I just prefer honesty and being open. I am not a child. Dont laugh at my jokes, if you do not find them funny. If you even find them boring or stupid, then tell me. If you would prefer it that I didnt tell funny stories and just would like to hear more about me, my job, my hobbies, then say so. I listen to her stories, because I like her and wants to share with her. Some of her excitement rubs of on me, but I would never pretend to "be into rose gardening". 

 

I know, that she has sacrificed a lot on the altar of love making. I just would rather have been taken serious enough to be included in finding out, how to deal with it. This is where i was sacrificed.

 

Regardless of reason, then telling the opposite of what you know is rigth, equals lying. 

"Was it good for you?"

"yes, very much. (Good that it stopped!)"

 

to me, the difference between 'letting me feel heard' and 'hearing me' is quite large. One could be an act.

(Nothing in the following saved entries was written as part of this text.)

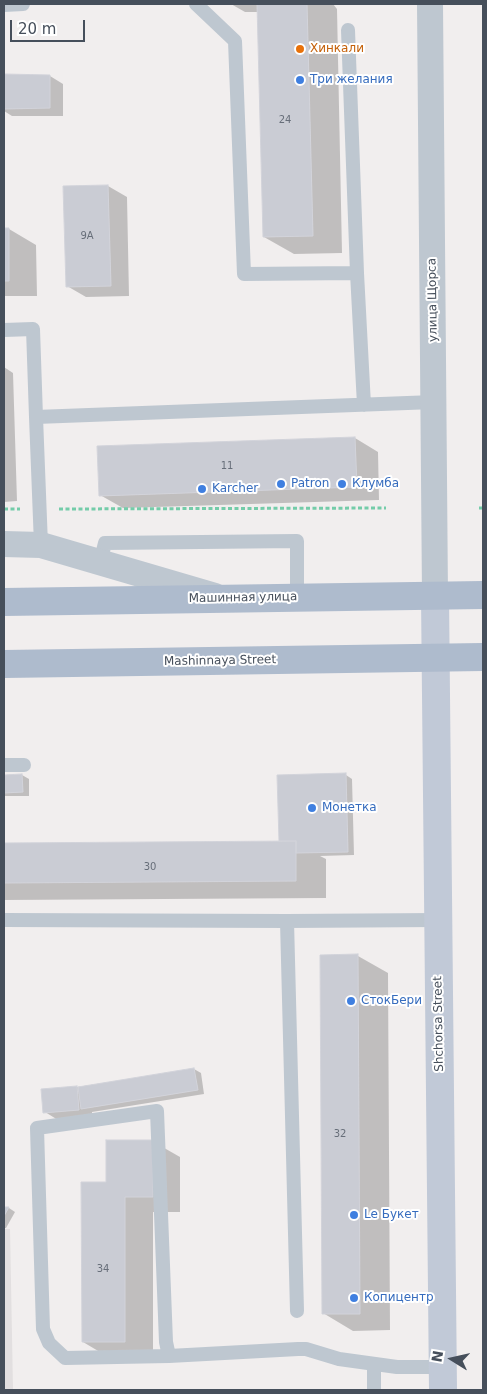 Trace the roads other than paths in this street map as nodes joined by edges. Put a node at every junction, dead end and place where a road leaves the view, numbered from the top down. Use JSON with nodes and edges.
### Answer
{"nodes":[{"id":1,"x":23,"y":4,"type":"edge"},
{"id":2,"x":196,"y":4,"type":"edge"},
{"id":3,"x":430,"y":4,"type":"edge"},
{"id":4,"x":4,"y":5,"type":"edge"},
{"id":5,"x":348,"y":30,"type":"dead end"},
{"id":6,"x":357,"y":272,"type":"junction"},
{"id":7,"x":4,"y":330,"type":"edge"},
{"id":8,"x":434,"y":402,"type":"junction"},
{"id":9,"x":364,"y":405,"type":"junction"},
{"id":10,"x":36,"y":417,"type":"junction"},
{"id":11,"x":4,"y":544,"type":"edge"},
{"id":12,"x":41,"y":545,"type":"junction"},
{"id":13,"x":100,"y":563,"type":"junction"},
{"id":14,"x":483,"y":595,"type":"edge"},
{"id":15,"x":435,"y":596,"type":"junction"},
{"id":16,"x":297,"y":598,"type":"junction"},
{"id":17,"x":226,"y":599,"type":"junction"},
{"id":18,"x":4,"y":602,"type":"edge"},
{"id":19,"x":483,"y":657,"type":"edge"},
{"id":20,"x":436,"y":659,"type":"junction"},
{"id":21,"x":4,"y":664,"type":"edge"},
{"id":22,"x":4,"y":765,"type":"edge"},
{"id":23,"x":24,"y":765,"type":"dead end"},
{"id":24,"x":4,"y":920,"type":"edge"},
{"id":25,"x":438,"y":920,"type":"junction"},
{"id":26,"x":287,"y":921,"type":"junction"},
{"id":27,"x":297,"y":1311,"type":"dead end"},
{"id":28,"x":169,"y":1356,"type":"junction"},
{"id":29,"x":374,"y":1364,"type":"junction"},
{"id":30,"x":442,"y":1379,"type":"edge"},
{"id":31,"x":374,"y":1390,"type":"edge"}],
"edges":[{"from":1,"to":4,"type":"lane"},
{"from":2,"to":6,"type":"lane"},
{"from":3,"to":8,"type":"street","name":"улица Щорса"},
{"from":5,"to":6,"type":"lane"},
{"from":6,"to":9,"type":"lane"},
{"from":7,"to":10,"type":"lane"},
{"from":8,"to":9,"type":"lane"},
{"from":8,"to":15,"type":"street","name":"улица Щорса"},
{"from":9,"to":10,"type":"lane"},
{"from":10,"to":12,"type":"lane"},
{"from":11,"to":12,"type":"street"},
{"from":12,"to":13,"type":"street"},
{"from":13,"to":16,"type":"lane"},
{"from":13,"to":17,"type":"street"},
{"from":14,"to":15,"type":"main road","name":"Машинная улица"},
{"from":15,"to":16,"type":"main road","name":"Машинная улица"},
{"from":15,"to":20,"type":"main road","name":"Shchorsa Street"},
{"from":16,"to":17,"type":"main road","name":"Машинная улица"},
{"from":17,"to":18,"type":"main road","name":"Машинная улица"},
{"from":19,"to":20,"type":"main road"},
{"from":20,"to":21,"type":"main road","name":"Mashinnaya Street"},
{"from":20,"to":25,"type":"main road","name":"Shchorsa Street"},
{"from":22,"to":23,"type":"lane"},
{"from":24,"to":26,"type":"lane"},
{"from":25,"to":26,"type":"lane"},
{"from":25,"to":30,"type":"main road","name":"Shchorsa Street"},
{"from":26,"to":27,"type":"lane"},
{"from":28,"to":28,"type":"lane"},
{"from":28,"to":29,"type":"lane"},
{"from":29,"to":30,"type":"lane"},
{"from":29,"to":31,"type":"lane"}]} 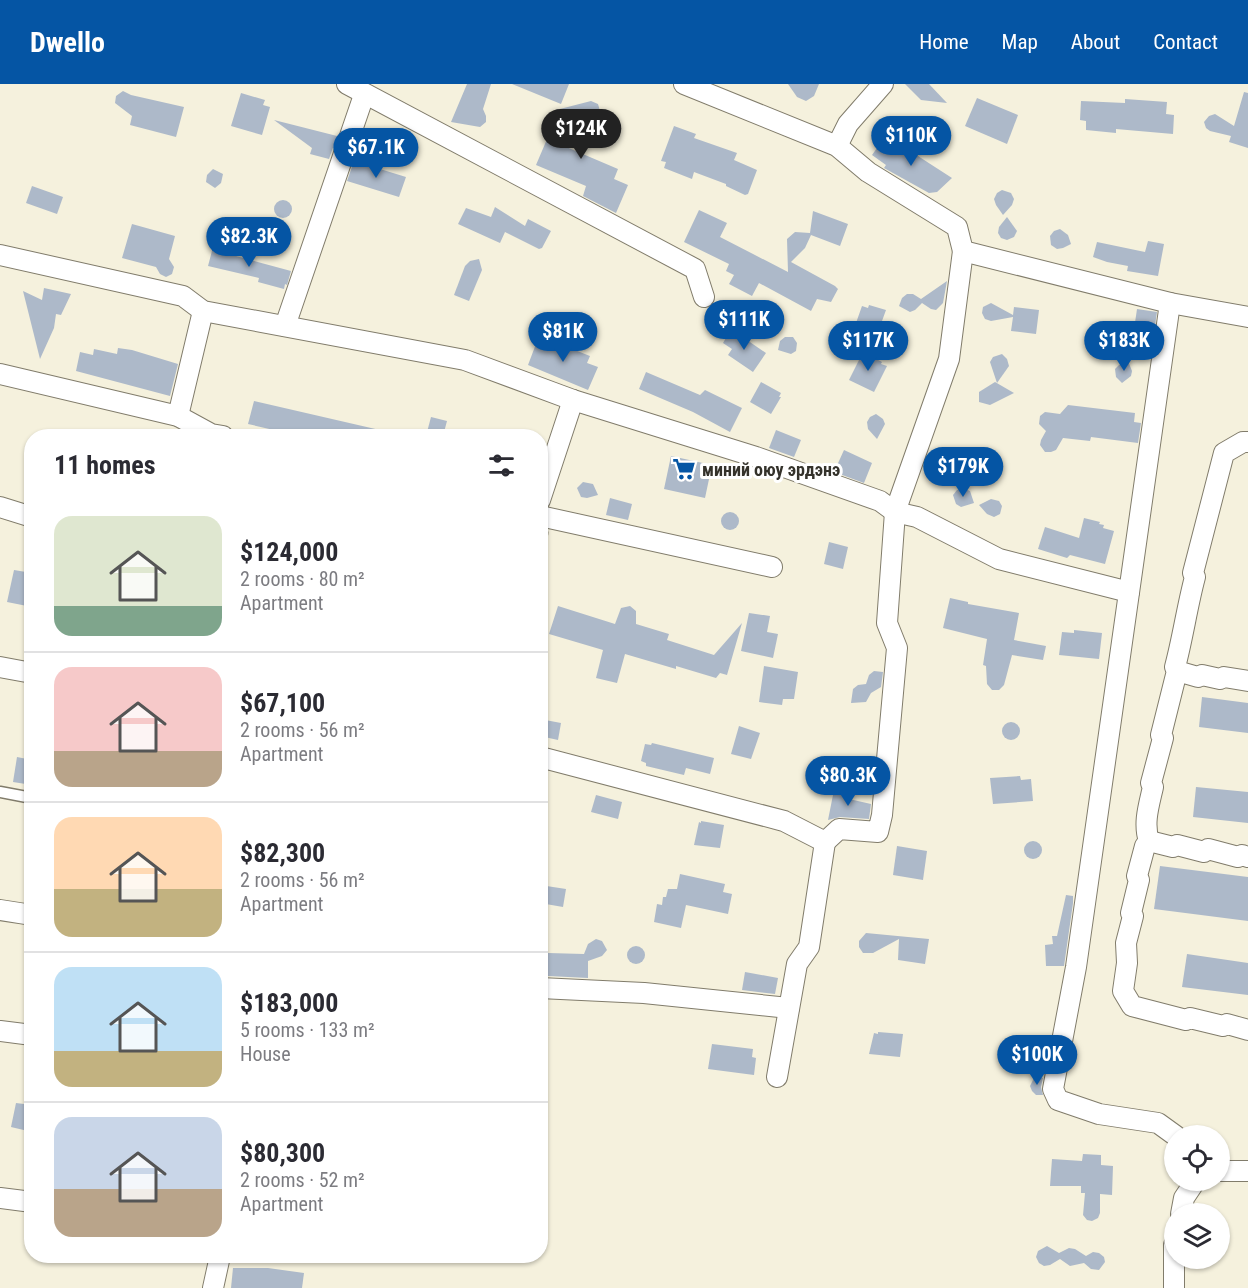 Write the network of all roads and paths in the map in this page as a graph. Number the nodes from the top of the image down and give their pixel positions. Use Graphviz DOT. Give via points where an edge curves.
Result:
graph roads {
  1 [pos="347,84"];
  2 [pos="684,84"];
  3 [pos="883,84"];
  4 [pos="364,94"];
  5 [pos="837,146"];
  6 [pos="963,252"];
  7 [pos="0,255"];
  8 [pos="704,297"];
  9 [pos="1170,303"];
  10 [pos="203,311"];
  11 [pos="1248,317"];
  12 [pos="285,326"];
  13 [pos="0,374"];
  14 [pos="573,400"];
  15 [pos="178,416"];
  16 [pos="191,429"];
  17 [pos="1248,442"];
  18 [pos="548,476"];
  19 [pos="0,507"];
  20 [pos="895,512"];
  21 [pos="24,514"];
  22 [pos="548,518"];
  23 [pos="772,567"];
  24 [pos="1129,592"];
  25 [pos="0,668"];
  26 [pos="1177,671"];
  27 [pos="24,672"];
  28 [pos="1248,681"];
  29 [pos="548,759"];
  30 [pos="0,792"];
  31 [pos="24,796"];
  32 [pos="1149,841"];
  33 [pos="825,842"];
  34 [pos="1248,857"];
  35 [pos="0,910"];
  36 [pos="24,914"];
  37 [pos="548,988"];
  38 [pos="789,1008"];
  39 [pos="1248,1030"];
  40 [pos="0,1031"];
  41 [pos="24,1034"];
  42 [pos="777,1077"];
  43 [pos="1164,1127"];
  44 [pos="1230,1171"];
  45 [pos="1248,1172"];
  46 [pos="0,1198"];
  47 [pos="24,1201"];
  48 [pos="218,1263"];
  49 [pos="1174,1269"];
  50 [pos="213,1288"];
  51 [pos="1174,1288"];
  1 -- 4 [label="street"];
  2 -- 5 [label="street"];
  3 -- 5 [label="street" via="848,124"];
  4 -- 8 [label="street" via="695,269"];
  4 -- 12 [label="street"];
  5 -- 6 [label="street" via="868,172 957,228"];
  6 -- 9 [label="street"];
  6 -- 20 [label="street" via="949,360"];
  7 -- 10 [label="street" via="183,296"];
  9 -- 11 [label="street"];
  9 -- 24 [label="street"];
  10 -- 12 [label="street"];
  10 -- 15 [label="street"];
  12 -- 14 [label="street" via="465,360"];
  13 -- 15 [label="street"];
  14 -- 18 [label="street"];
  14 -- 20 [label="street" via="756,457 880,501"];
  15 -- 16 [label="street"];
  17 -- 26 [label="street" via="1224,453 1193,573"];
  19 -- 21 [label="street"];
  20 -- 24 [label="street" via="917,517 999,559"];
  20 -- 33 [label="street" via="887,623 897,648 882,816 878,832 839,829"];
  22 -- 23 [label="street"];
  24 -- 43 [label="street" via="1076,968 1053,1089 1058,1100 1099,1114 1158,1123"];
  25 -- 27 [label="street"];
  26 -- 28 [label="street" via="1198,677"];
  26 -- 32 [label="street" via="1151,783 1146,830"];
  29 -- 33 [label="street" via="784,821"];
  30 -- 31 [label="lane"];
  32 -- 34 [label="street"];
  32 -- 39 [label="street" via="1137,876 1123,991 1132,1006"];
  33 -- 38 [label="street" via="809,947 797,964"];
  35 -- 36 [label="street"];
  37 -- 38 [label="street" via="644,993"];
  38 -- 42 [label="street"];
  40 -- 41 [label="street"];
  44 -- 45 [label="street"];
  46 -- 47 [label="street"];
  48 -- 50 [label="street"];
  49 -- 51 [label="street"];
}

There's a difference between pretending to be into rose gardening or giving someone who is way more enthusiastic about rose gardening than you are respectful attention when they want to talk about rose gardening even though you're pretty darn neutral on the topic of rose gardening. And I'm not going to claim to know where your wife is at more than you do but "It can, during the right circumstances be nice. Not too often though and the benefits I get are not super great," doesn't sound like "oh my god I fucking hate the topic of rose gardening and have wished for years that you'd just shut up already."

 

You prefer honesty and being open? Read the thread again with asexual glasses. Allosexual men leave women for being asexual, even if they're sex neutral. Allosexual men leave women for not being super into sex. If a woman is having a mediocre time in bed—whether or not she's asexual, actually—then the man will feel completely justified in leaving her for her failure to enjoy the gift of his penis-flopping more. Where the fuck does that even leave us? That only the most nymphomaniac women who just love sex all the time deserve to be in relationships and find love and loyalty and lifelong companionship? You don't think these attitudes encourage at least a little bit of pretending or even self-deception, i.e., trying to convince oneself that it will get better, that she's just having a temporary problem, that she's just not trying hard enough??

 

I read stories on here of people who manage to stay married for decades, but the moment their wife discovers her asexuality, nope, time for the divorce papers. Time to abandon her. Never mind that they've presumably been having allosexual-asexual sex for years and somehow it doesn't become a problem until a label gets put on it and suddenly the husband feels 100% justified in trading in for a more sexual model. "For better or for worse, for richer, for poorer, in sickness and in health, 'til death do us part— or until our sex life peters out." Never mind that even allosexual women were told to just grin and bear it for centuries when it was thought that sex wasn't even supposed to be enjoyable for a woman (and therefore most likely wasn't at all).

 

If you—collectively, allosexual men—want women to start being more honest about how into or not into the sex they are, then stop leaving them and blaming them for their sexual inadequacies and generally acting like Victim of the Year when their answer is "it doesn't do anything for me, but I'll happily do it for you anyway."